▶ **Description of the task**
Copy each line of the entries that includes the word "LAGOON".

::: Supplied data

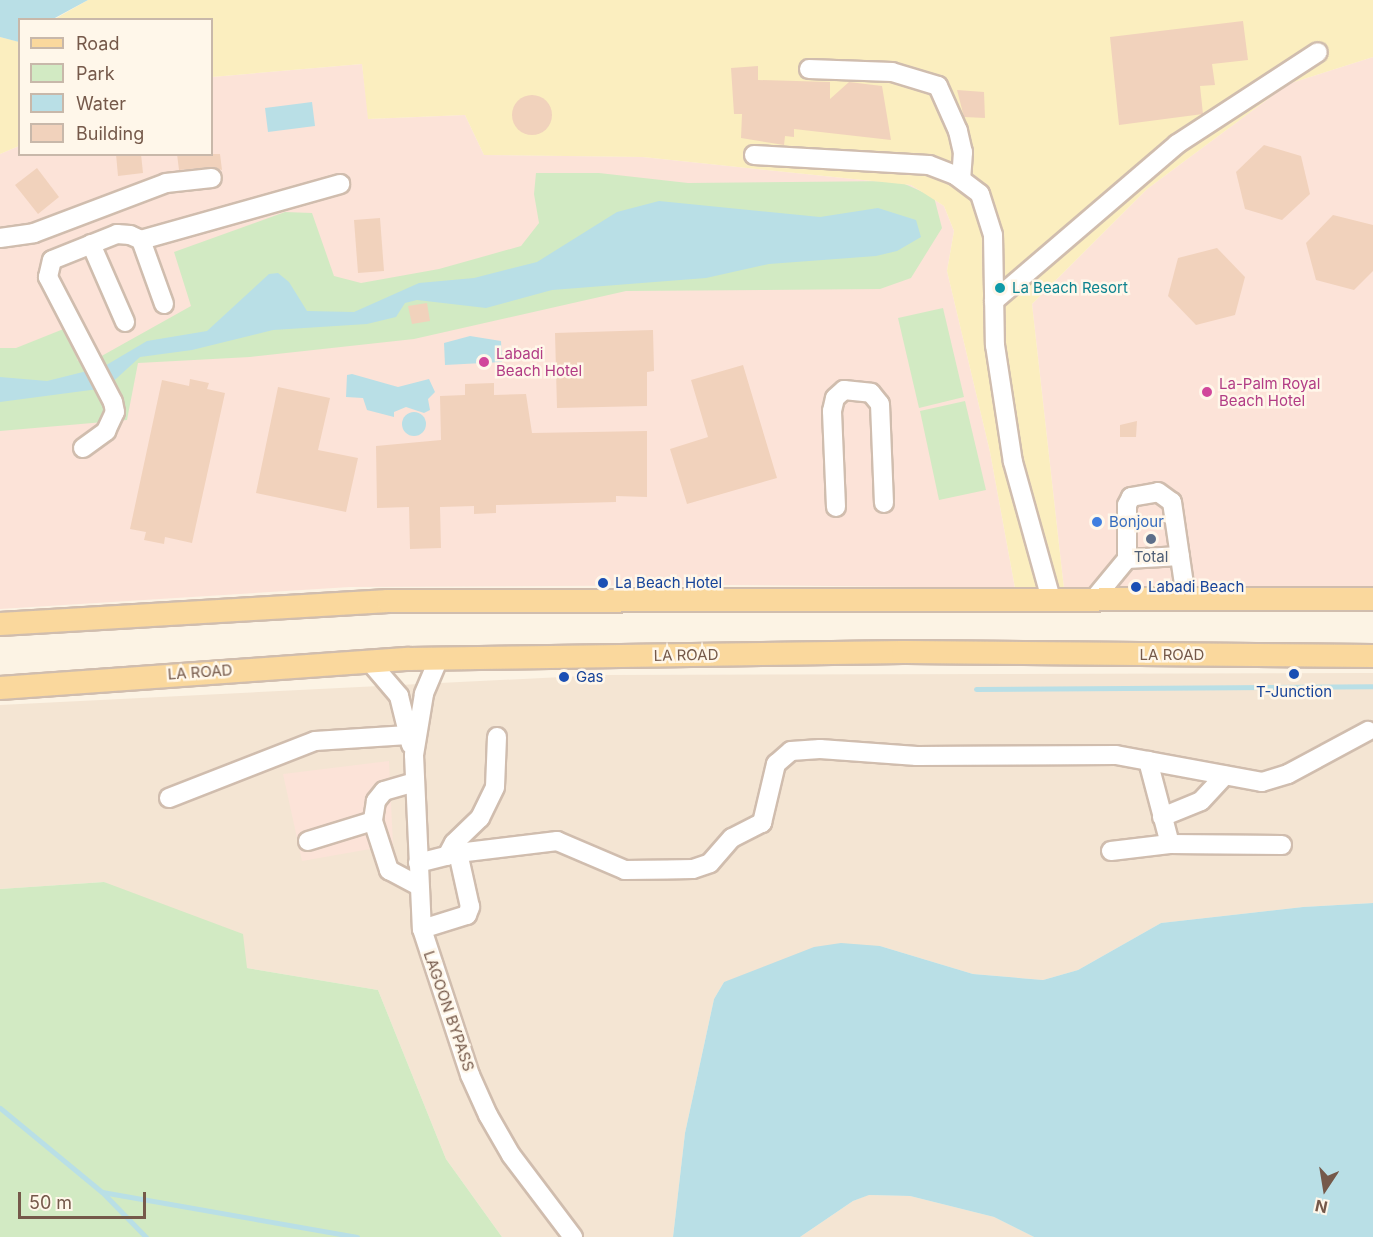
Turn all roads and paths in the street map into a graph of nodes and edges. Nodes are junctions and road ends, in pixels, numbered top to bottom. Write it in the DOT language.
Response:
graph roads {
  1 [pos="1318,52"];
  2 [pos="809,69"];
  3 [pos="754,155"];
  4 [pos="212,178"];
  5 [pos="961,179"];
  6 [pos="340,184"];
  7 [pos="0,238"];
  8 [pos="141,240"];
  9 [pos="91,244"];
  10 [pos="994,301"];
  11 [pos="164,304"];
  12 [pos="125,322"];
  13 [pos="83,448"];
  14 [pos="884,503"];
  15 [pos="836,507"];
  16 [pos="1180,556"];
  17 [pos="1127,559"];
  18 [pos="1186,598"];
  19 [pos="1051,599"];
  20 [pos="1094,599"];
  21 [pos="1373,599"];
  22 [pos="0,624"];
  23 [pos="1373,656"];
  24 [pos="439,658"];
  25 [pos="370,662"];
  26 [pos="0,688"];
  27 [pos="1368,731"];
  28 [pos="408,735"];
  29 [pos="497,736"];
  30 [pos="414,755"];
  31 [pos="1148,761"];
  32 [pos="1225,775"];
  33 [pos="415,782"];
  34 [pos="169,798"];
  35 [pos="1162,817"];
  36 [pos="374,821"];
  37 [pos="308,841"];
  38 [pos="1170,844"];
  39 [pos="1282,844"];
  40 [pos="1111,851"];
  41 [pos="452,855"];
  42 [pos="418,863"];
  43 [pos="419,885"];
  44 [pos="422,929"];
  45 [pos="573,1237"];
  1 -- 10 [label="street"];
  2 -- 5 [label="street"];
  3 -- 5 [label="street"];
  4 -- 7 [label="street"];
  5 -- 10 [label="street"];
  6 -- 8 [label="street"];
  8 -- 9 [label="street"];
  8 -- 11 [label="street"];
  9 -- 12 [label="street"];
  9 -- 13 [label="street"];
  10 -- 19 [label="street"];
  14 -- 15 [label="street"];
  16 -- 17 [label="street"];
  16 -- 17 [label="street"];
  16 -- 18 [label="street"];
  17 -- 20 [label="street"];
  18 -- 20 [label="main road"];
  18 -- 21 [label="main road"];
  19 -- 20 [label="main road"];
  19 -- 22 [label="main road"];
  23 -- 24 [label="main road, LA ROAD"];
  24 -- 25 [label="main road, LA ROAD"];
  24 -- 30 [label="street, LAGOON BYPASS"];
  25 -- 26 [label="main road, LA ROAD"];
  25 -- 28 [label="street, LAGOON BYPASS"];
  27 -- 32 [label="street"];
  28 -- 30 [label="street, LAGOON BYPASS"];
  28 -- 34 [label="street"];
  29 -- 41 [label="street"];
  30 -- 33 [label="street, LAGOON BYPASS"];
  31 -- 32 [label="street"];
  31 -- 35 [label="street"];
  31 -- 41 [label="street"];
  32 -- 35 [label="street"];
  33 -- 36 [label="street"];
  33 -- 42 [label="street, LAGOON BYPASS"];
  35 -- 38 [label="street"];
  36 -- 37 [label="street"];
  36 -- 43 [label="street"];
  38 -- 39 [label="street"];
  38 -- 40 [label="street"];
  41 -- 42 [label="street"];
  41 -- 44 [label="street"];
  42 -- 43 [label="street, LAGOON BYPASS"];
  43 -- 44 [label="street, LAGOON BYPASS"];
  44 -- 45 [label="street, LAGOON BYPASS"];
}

::::::

▶ **Response to the exercise**
  24 -- 30 [label="street, LAGOON BYPASS"];
  25 -- 28 [label="street, LAGOON BYPASS"];
  28 -- 30 [label="street, LAGOON BYPASS"];
  30 -- 33 [label="street, LAGOON BYPASS"];
  33 -- 42 [label="street, LAGOON BYPASS"];
  42 -- 43 [label="street, LAGOON BYPASS"];
  43 -- 44 [label="street, LAGOON BYPASS"];
  44 -- 45 [label="street, LAGOON BYPASS"];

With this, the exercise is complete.